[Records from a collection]
***

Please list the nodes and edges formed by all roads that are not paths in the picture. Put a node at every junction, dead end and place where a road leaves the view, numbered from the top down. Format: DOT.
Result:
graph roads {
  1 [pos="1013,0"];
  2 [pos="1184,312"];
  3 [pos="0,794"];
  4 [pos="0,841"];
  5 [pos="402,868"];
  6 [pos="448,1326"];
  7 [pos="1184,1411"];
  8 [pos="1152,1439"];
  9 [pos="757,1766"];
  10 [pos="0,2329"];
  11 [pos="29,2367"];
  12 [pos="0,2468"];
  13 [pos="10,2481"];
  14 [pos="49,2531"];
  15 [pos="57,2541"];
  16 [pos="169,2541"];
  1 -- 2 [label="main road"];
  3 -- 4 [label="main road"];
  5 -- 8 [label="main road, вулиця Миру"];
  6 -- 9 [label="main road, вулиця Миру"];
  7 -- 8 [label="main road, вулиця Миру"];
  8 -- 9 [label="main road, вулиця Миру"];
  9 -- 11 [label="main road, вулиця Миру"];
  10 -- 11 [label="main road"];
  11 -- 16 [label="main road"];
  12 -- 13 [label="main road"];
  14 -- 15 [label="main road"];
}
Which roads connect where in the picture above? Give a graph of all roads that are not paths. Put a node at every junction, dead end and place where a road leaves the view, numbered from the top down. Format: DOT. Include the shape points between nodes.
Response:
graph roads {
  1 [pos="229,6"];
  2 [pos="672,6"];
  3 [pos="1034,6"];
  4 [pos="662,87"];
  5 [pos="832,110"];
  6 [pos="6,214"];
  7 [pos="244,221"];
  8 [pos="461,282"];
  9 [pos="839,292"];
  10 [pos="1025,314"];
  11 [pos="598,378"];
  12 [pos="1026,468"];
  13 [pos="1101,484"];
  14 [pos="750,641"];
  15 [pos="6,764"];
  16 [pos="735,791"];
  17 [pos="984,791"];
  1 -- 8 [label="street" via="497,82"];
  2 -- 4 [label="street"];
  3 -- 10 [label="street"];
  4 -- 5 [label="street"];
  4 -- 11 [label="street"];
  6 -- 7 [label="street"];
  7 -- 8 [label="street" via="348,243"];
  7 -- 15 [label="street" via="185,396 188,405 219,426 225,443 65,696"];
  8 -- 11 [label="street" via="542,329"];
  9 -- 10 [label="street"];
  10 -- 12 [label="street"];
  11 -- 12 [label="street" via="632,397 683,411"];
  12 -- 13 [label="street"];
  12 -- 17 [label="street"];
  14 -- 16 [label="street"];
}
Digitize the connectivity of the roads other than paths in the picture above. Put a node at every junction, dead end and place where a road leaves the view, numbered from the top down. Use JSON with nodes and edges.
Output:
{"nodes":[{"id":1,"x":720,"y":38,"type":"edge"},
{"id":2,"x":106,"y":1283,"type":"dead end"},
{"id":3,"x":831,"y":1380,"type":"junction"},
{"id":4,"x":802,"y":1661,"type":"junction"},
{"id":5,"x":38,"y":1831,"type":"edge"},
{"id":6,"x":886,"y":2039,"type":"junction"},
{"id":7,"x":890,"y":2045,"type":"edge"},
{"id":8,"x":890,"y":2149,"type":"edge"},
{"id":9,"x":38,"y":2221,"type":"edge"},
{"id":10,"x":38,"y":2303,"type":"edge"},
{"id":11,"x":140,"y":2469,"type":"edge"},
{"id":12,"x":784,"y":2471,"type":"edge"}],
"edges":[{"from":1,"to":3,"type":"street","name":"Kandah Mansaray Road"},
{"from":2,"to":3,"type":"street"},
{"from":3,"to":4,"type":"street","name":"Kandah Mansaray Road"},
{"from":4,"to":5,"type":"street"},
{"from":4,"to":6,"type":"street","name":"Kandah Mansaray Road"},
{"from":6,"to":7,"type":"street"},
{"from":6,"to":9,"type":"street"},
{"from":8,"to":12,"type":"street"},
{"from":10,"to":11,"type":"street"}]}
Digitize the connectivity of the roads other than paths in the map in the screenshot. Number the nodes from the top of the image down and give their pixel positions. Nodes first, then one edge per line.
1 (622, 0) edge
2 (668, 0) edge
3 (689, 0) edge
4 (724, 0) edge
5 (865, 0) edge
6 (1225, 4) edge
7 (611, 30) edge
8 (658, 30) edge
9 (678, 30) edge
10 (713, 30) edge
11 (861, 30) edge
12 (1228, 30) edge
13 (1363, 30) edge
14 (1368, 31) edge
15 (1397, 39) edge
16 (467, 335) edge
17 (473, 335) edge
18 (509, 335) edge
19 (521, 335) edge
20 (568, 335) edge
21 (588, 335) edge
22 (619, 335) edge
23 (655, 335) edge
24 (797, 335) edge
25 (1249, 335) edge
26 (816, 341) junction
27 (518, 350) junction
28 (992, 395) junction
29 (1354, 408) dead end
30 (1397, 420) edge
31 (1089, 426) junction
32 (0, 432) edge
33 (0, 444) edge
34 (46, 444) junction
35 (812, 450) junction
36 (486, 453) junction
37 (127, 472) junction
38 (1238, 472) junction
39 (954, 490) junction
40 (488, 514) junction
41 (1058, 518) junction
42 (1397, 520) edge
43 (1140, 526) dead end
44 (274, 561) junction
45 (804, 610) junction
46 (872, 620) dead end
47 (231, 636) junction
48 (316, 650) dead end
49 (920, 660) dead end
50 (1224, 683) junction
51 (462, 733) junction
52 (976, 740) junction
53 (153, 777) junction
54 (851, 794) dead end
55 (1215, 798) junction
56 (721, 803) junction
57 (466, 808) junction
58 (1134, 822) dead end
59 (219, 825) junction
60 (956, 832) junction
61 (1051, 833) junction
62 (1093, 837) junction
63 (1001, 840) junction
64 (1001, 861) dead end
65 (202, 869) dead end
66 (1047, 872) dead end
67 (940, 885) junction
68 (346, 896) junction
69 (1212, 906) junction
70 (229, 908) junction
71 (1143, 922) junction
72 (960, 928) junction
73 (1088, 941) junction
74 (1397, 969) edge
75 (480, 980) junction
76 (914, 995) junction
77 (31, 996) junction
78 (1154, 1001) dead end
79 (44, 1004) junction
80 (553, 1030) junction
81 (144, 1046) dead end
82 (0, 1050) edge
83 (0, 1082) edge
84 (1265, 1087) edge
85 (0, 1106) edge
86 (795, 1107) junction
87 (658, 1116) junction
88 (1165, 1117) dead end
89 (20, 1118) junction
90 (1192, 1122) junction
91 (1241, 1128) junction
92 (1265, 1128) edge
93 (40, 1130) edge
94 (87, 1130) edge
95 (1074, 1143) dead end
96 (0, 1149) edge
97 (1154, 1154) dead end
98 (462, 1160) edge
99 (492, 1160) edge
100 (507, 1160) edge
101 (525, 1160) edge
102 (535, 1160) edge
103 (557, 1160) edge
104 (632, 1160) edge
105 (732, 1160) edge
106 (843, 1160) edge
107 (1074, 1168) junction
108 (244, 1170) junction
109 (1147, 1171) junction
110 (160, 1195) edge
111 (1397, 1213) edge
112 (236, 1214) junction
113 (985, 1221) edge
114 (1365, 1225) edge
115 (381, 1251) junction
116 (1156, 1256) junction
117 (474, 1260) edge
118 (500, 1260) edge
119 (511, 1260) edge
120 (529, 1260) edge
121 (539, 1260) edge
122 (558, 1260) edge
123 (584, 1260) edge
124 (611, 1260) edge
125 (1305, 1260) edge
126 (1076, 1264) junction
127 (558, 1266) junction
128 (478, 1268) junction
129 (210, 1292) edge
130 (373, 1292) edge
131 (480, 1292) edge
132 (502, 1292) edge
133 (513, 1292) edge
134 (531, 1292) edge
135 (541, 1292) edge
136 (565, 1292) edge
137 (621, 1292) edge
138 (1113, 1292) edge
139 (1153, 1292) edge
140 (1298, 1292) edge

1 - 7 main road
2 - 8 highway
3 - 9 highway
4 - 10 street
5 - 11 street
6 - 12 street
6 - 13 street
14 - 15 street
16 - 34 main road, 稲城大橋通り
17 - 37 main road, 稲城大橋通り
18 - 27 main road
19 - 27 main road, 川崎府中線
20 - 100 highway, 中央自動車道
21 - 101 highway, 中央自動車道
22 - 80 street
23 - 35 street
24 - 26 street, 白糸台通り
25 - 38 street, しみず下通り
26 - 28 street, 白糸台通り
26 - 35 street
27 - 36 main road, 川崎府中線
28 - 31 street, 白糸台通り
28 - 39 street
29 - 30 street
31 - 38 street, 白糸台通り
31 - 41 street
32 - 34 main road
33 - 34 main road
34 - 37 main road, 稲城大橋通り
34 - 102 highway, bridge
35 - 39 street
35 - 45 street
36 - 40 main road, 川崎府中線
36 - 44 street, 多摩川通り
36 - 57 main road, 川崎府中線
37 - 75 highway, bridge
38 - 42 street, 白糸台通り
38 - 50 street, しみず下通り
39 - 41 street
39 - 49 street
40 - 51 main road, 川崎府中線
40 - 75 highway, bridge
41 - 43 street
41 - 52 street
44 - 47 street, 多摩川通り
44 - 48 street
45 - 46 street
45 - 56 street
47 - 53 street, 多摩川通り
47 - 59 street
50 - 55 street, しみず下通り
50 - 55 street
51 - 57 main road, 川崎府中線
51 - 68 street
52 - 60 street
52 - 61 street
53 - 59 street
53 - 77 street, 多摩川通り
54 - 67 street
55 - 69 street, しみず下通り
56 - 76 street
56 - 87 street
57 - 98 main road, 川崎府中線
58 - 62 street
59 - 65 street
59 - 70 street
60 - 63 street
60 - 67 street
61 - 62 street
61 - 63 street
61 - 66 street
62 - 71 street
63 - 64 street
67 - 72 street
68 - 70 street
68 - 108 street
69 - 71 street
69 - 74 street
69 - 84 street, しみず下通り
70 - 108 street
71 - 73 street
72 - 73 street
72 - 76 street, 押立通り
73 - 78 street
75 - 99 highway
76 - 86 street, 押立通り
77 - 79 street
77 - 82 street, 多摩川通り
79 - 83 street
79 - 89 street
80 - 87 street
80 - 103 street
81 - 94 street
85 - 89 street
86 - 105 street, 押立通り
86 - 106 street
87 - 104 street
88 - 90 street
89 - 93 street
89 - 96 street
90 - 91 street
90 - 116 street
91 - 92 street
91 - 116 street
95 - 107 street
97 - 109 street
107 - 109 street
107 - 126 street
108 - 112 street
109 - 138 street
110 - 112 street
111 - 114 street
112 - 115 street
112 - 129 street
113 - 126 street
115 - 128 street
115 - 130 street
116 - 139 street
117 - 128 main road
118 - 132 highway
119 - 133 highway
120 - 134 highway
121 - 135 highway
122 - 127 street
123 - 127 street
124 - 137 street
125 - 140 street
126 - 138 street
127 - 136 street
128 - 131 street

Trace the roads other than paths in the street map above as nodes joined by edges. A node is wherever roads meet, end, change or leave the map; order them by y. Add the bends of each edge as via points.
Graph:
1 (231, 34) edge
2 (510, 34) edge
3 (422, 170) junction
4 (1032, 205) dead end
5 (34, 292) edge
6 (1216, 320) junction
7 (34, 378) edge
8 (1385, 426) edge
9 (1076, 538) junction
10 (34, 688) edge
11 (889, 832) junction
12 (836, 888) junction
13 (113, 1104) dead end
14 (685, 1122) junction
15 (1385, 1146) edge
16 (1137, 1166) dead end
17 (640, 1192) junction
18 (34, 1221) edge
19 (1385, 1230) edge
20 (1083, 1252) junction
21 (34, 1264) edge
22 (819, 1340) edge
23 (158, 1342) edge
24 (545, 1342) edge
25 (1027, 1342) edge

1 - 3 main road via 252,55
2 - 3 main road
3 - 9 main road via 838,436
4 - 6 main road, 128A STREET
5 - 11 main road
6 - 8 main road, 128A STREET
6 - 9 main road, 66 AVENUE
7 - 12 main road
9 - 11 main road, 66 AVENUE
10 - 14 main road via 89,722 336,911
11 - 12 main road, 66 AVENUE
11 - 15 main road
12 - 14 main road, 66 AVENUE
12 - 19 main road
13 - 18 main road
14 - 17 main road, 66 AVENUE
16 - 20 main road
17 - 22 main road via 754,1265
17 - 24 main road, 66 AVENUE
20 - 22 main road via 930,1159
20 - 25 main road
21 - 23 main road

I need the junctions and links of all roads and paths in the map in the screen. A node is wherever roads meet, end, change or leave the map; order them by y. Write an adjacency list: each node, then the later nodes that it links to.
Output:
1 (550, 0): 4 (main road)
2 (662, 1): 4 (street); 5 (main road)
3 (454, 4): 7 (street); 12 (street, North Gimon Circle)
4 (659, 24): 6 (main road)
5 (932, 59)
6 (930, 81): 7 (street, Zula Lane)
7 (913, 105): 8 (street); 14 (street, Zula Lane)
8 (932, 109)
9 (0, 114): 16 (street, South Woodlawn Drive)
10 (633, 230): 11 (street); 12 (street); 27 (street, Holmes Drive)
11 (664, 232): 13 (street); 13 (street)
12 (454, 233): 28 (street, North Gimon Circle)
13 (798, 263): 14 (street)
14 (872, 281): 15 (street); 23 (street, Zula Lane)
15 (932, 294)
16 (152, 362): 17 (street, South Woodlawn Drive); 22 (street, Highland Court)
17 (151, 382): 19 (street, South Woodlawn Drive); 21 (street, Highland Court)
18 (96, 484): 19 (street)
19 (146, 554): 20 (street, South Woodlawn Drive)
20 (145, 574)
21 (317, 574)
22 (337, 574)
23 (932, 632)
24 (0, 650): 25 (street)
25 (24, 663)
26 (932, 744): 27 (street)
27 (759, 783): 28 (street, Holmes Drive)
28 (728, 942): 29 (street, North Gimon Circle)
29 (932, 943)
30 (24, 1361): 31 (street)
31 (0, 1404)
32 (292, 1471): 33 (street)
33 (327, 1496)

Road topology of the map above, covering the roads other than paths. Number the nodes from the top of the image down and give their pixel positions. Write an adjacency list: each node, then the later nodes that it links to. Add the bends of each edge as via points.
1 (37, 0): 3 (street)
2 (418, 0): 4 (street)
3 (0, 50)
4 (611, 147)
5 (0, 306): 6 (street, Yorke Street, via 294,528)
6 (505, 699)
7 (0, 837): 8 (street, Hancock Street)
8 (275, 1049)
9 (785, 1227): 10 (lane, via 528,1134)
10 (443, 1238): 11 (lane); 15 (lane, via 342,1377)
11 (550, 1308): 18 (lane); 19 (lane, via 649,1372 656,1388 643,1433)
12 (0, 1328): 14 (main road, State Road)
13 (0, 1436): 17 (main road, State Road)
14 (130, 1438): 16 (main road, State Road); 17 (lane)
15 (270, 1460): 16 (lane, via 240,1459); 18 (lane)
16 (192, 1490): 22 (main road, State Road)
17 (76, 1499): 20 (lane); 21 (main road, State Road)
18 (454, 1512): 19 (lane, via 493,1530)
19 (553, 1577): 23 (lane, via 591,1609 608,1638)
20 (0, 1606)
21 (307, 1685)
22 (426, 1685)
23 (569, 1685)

***

**Instructions to follow**:
Go through the data and return each line where the word "view" appears.

**Output of the exercise**:
Please list the nodes and edges formed by all roads that are not paths in the picture. Put a node at every junction, dead end and place where a road leaves the view, numbered from the top down. Format: DOT.
Which roads connect where in the picture above? Give a graph of all roads that are not paths. Put a node at every junction, dead end and place where a road leaves the view, numbered from the top down. Format: DOT. Include the shape points between nodes.
Digitize the connectivity of the roads other than paths in the picture above. Put a node at every junction, dead end and place where a road leaves the view, numbered from the top down. Use JSON with nodes and edges.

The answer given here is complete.